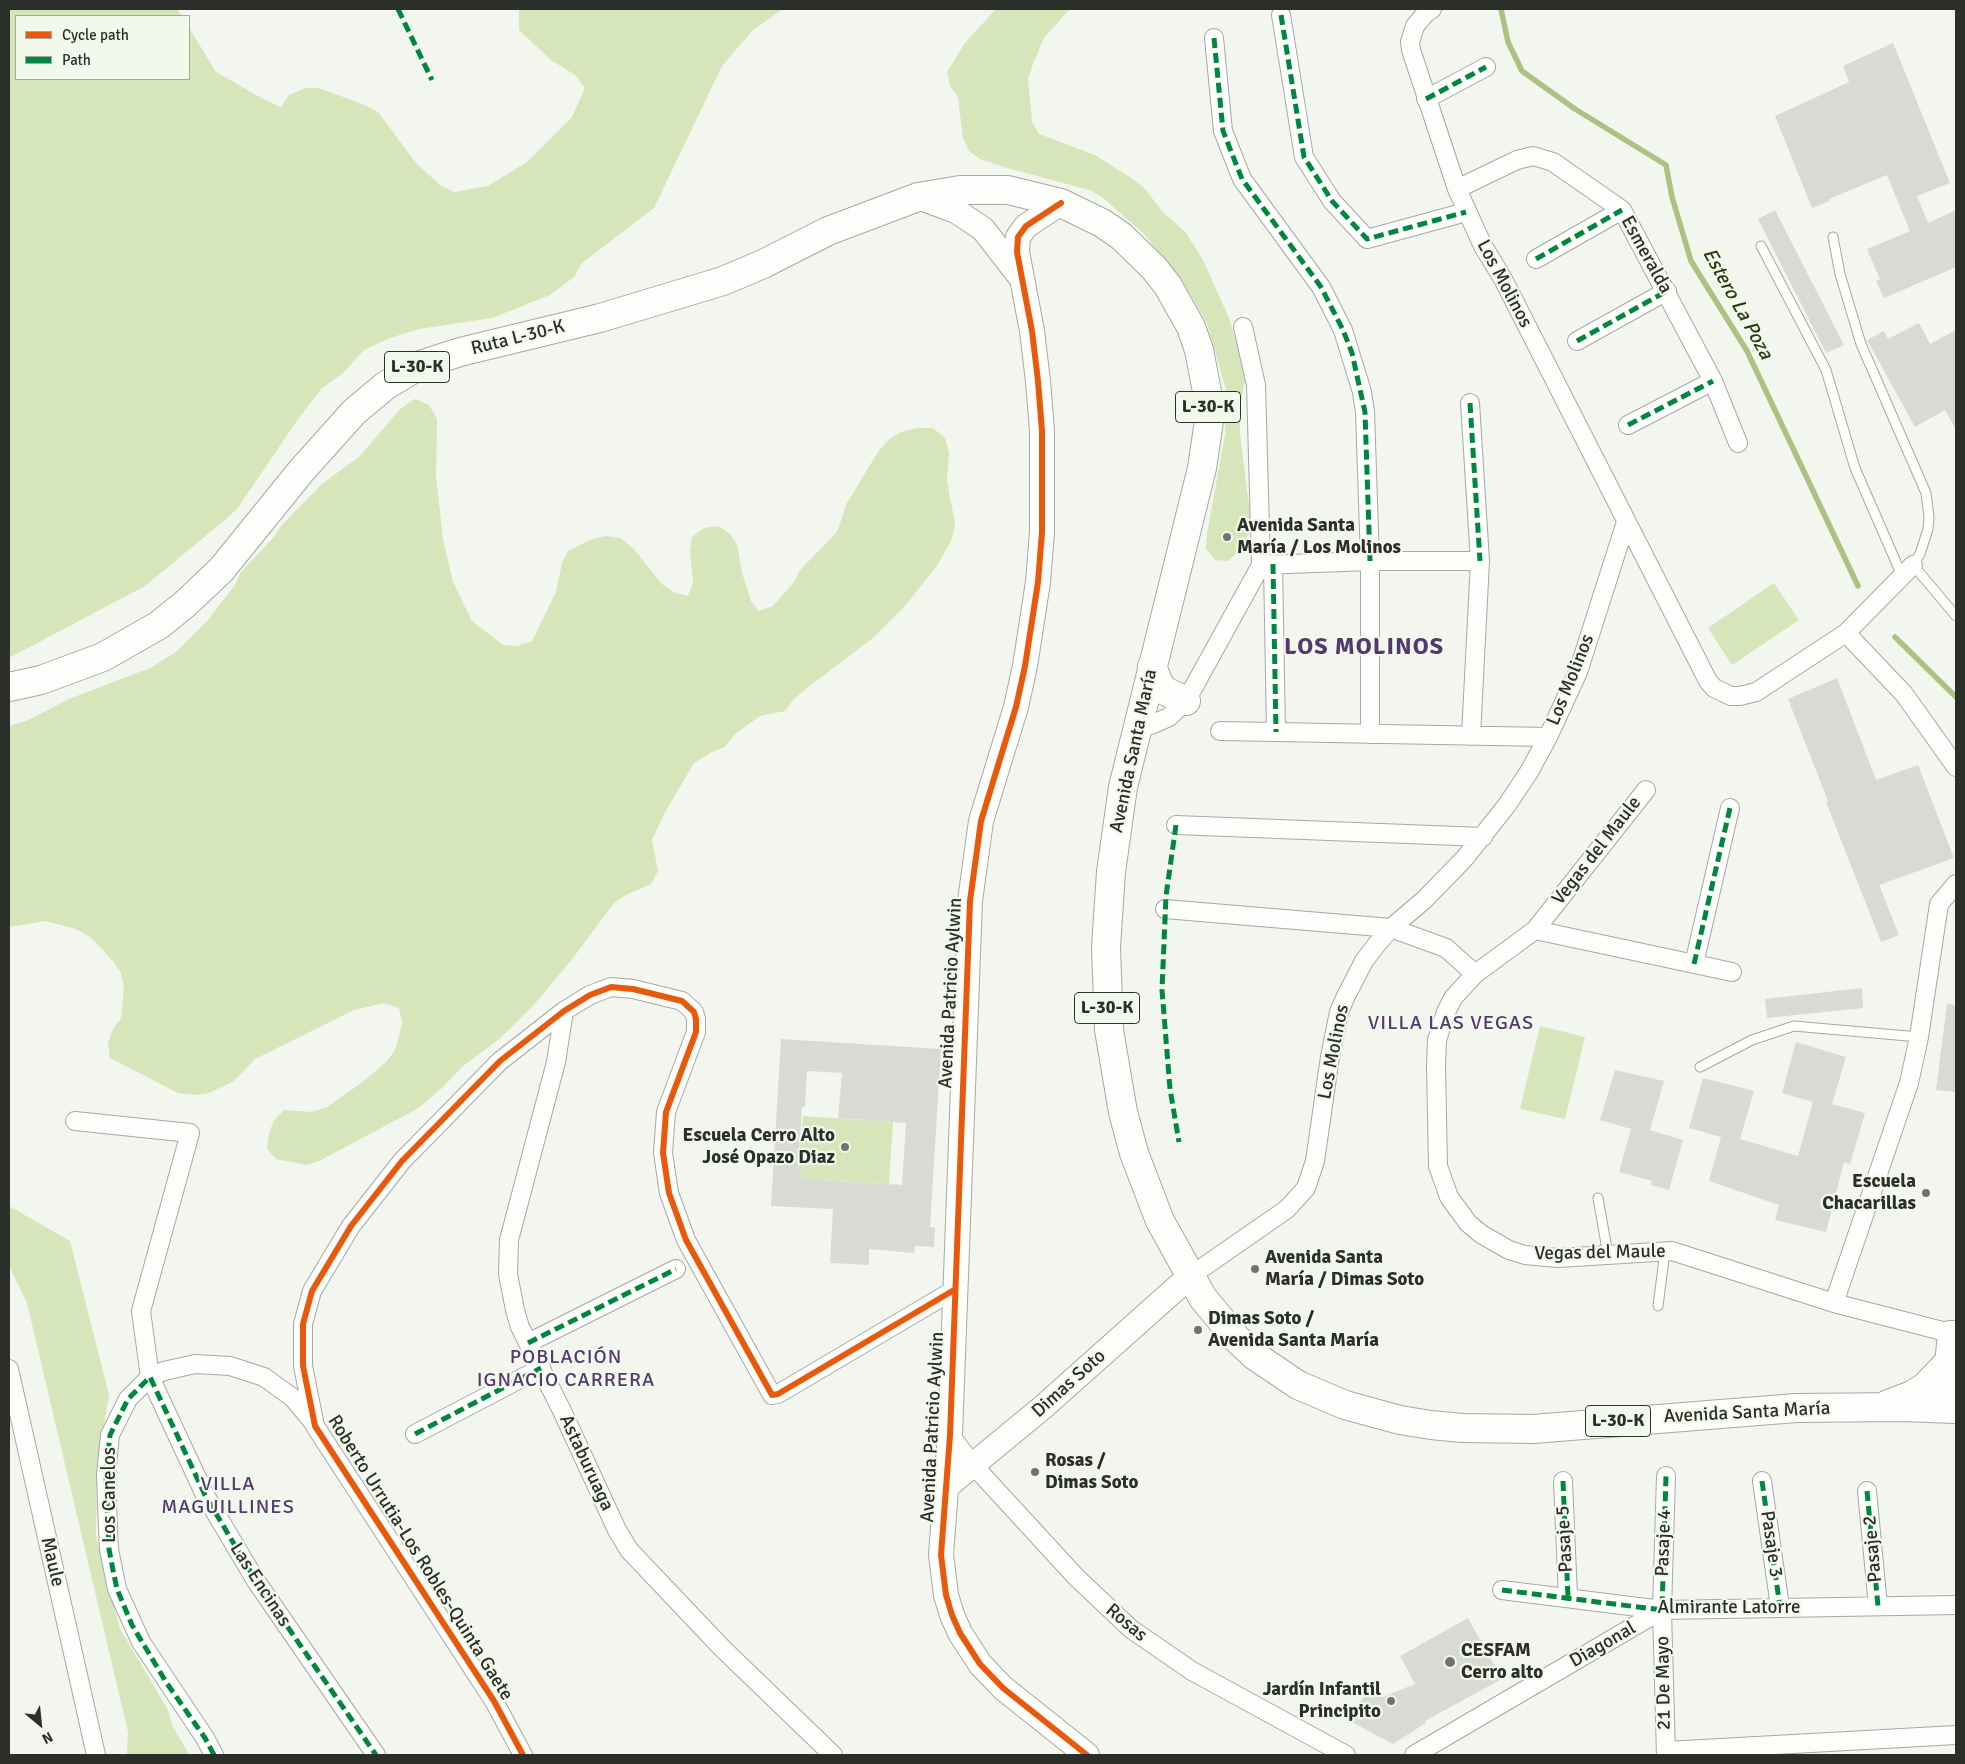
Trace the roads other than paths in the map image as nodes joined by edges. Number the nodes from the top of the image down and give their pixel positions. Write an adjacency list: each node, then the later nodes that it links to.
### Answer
1 (1432, 9): 5 (street, Los Molinos)
2 (1282, 15): 10 (street)
3 (1214, 38): 23 (street)
4 (1486, 67): 5 (street)
5 (1426, 100): 6 (street, Los Molinos)
6 (1456, 189): 9 (street, Esmeralda); 10 (street, Los Molinos)
7 (918, 197): 8 (main road, Avenida Santa María / L-30-K); 14 (street, Avenida Patricio Aylwin); 30 (main road, Ruta L-30-K / L-30-K)
8 (1061, 203): 14 (street, Avenida Patricio Aylwin); 29 (main road, Avenida Santa María / L-30-K)
9 (1622, 210): 13 (street); 15 (street, Esmeralda)
10 (1466, 212): 22 (street, Los Molinos)
11 (1833, 237): 26 (lane)
12 (1761, 246): 26 (lane)
13 (1536, 259)
14 (1023, 281): 59 (street, Avenida Patricio Aylwin)
15 (1666, 291): 17 (street); 18 (street, Esmeralda)
16 (1243, 327): 25 (street)
17 (1577, 342)
18 (1713, 381): 20 (street); 21 (street, Esmeralda)
19 (1470, 403): 24 (street)
20 (1628, 426)
21 (1738, 443)
22 (1626, 522): 28 (street); 37 (street, Los Molinos)
23 (1370, 561): 24 (street); 25 (street); 35 (street)
24 (1480, 561): 36 (street)
25 (1267, 564): 31 (street); 34 (street)
26 (1908, 571): 27 (lane); 28 (street)
27 (1956, 616)
28 (1846, 632): 38 (street)
29 (1152, 666): 31 (main road); 32 (main road, Avenida Santa María / L-30-K)
30 (9, 687)
31 (1186, 701): 32 (street)
32 (1140, 727): 58 (main road, Avenida Santa María / L-30-K)
33 (1220, 731): 34 (street)
34 (1276, 732): 35 (street)
35 (1370, 734): 36 (street)
36 (1471, 736): 37 (street)
37 (1548, 737): 42 (street, Los Molinos)
38 (1956, 767)
39 (1646, 790): 46 (street, Vegas del Maule)
40 (1730, 808): 47 (street)
41 (1176, 825): 42 (street)
42 (1483, 837): 45 (street, Los Molinos)
43 (1956, 884): 51 (street)
44 (1165, 909): 45 (street)
45 (1391, 928): 49 (street); 58 (street, Los Molinos)
46 (1535, 930): 47 (street); 49 (street, Vegas del Maule)
47 (1694, 964): 48 (street)
48 (1732, 972)
49 (1475, 974): 56 (street, Vegas del Maule)
50 (564, 1011): 59 (street, Roberto Urrutia-Los Robles-Quinta Gaete); 63 (street, Astaburuaga); 70 (street, Roberto Urrutia-Los Robles-Quinta Gaete)
51 (1919, 1037): 52 (lane); 60 (street)
52 (1700, 1067)
53 (75, 1121): 67 (street)
54 (1598, 1198): 56 (lane)
55 (1665, 1251): 56 (street, Vegas del Maule); 60 (street, Vegas del Maule); 61 (lane)
56 (1608, 1255)
57 (676, 1269): 63 (street)
58 (1189, 1277): 68 (main road, Avenida Santa María / L-30-K); 73 (street, Dimas Soto)
59 (954, 1290): 72 (street, Avenida Patricio Aylwin)
60 (1834, 1303): 62 (street, Vegas del Maule)
61 (1658, 1306)
62 (1953, 1333): 65 (street)
63 (528, 1343): 64 (street, Astaburuaga)
64 (541, 1368): 71 (street); 91 (street, Astaburuaga)
65 (1952, 1368): 68 (main road); 69 (street)
66 (9, 1369): 87 (street, Maule)
67 (150, 1377): 70 (street); 88 (street, Los Canelos); 89 (street, Las Encinas)
68 (1867, 1407): 69 (main road, Avenida Santa María / L-30-K)
69 (1950, 1409)
70 (315, 1426): 90 (street, Roberto Urrutia-Los Robles-Quinta Gaete)
71 (415, 1434)
72 (950, 1435): 73 (street, Rosas); 77 (street, Avenida Patricio Aylwin)
73 (974, 1466): 77 (street, Dimas Soto); 93 (street, Rosas)
74 (1666, 1476): 84 (street, Pasaje 4)
75 (1563, 1481): 80 (street, Pasaje 5)
76 (1762, 1481): 83 (street, Pasaje 3)
77 (946, 1487): 92 (street, Avenida Patricio Aylwin)
78 (1867, 1491): 82 (street, Pasaje 2)
79 (1502, 1590): 80 (street, Almirante Latorre)
80 (1568, 1597): 84 (street, Almirante Latorre)
81 (1956, 1605): 82 (street, Almirante Latorre)
82 (1878, 1606): 83 (street, Almirante Latorre)
83 (1780, 1608): 84 (street, Almirante Latorre)
84 (1662, 1610): 86 (street, 21 De Mayo); 94 (street, Diagonal)
85 (1956, 1735): 86 (street)
86 (1666, 1753)
87 (96, 1755)
88 (214, 1755)
89 (376, 1755)
90 (523, 1755)
91 (833, 1755)
92 (1087, 1755)
93 (1346, 1755)
94 (1414, 1755)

------

§ **What you have to do**
Lines above with the string "Santa" need to be found and copied.

§ **Solution to the problem**
7 (918, 197): 8 (main road, Avenida Santa María / L-30-K); 14 (street, Avenida Patricio Aylwin); 30 (main road, Ruta L-30-K / L-30-K)
8 (1061, 203): 14 (street, Avenida Patricio Aylwin); 29 (main road, Avenida Santa María / L-30-K)
29 (1152, 666): 31 (main road); 32 (main road, Avenida Santa María / L-30-K)
32 (1140, 727): 58 (main road, Avenida Santa María / L-30-K)
58 (1189, 1277): 68 (main road, Avenida Santa María / L-30-K); 73 (street, Dimas Soto)
68 (1867, 1407): 69 (main road, Avenida Santa María / L-30-K)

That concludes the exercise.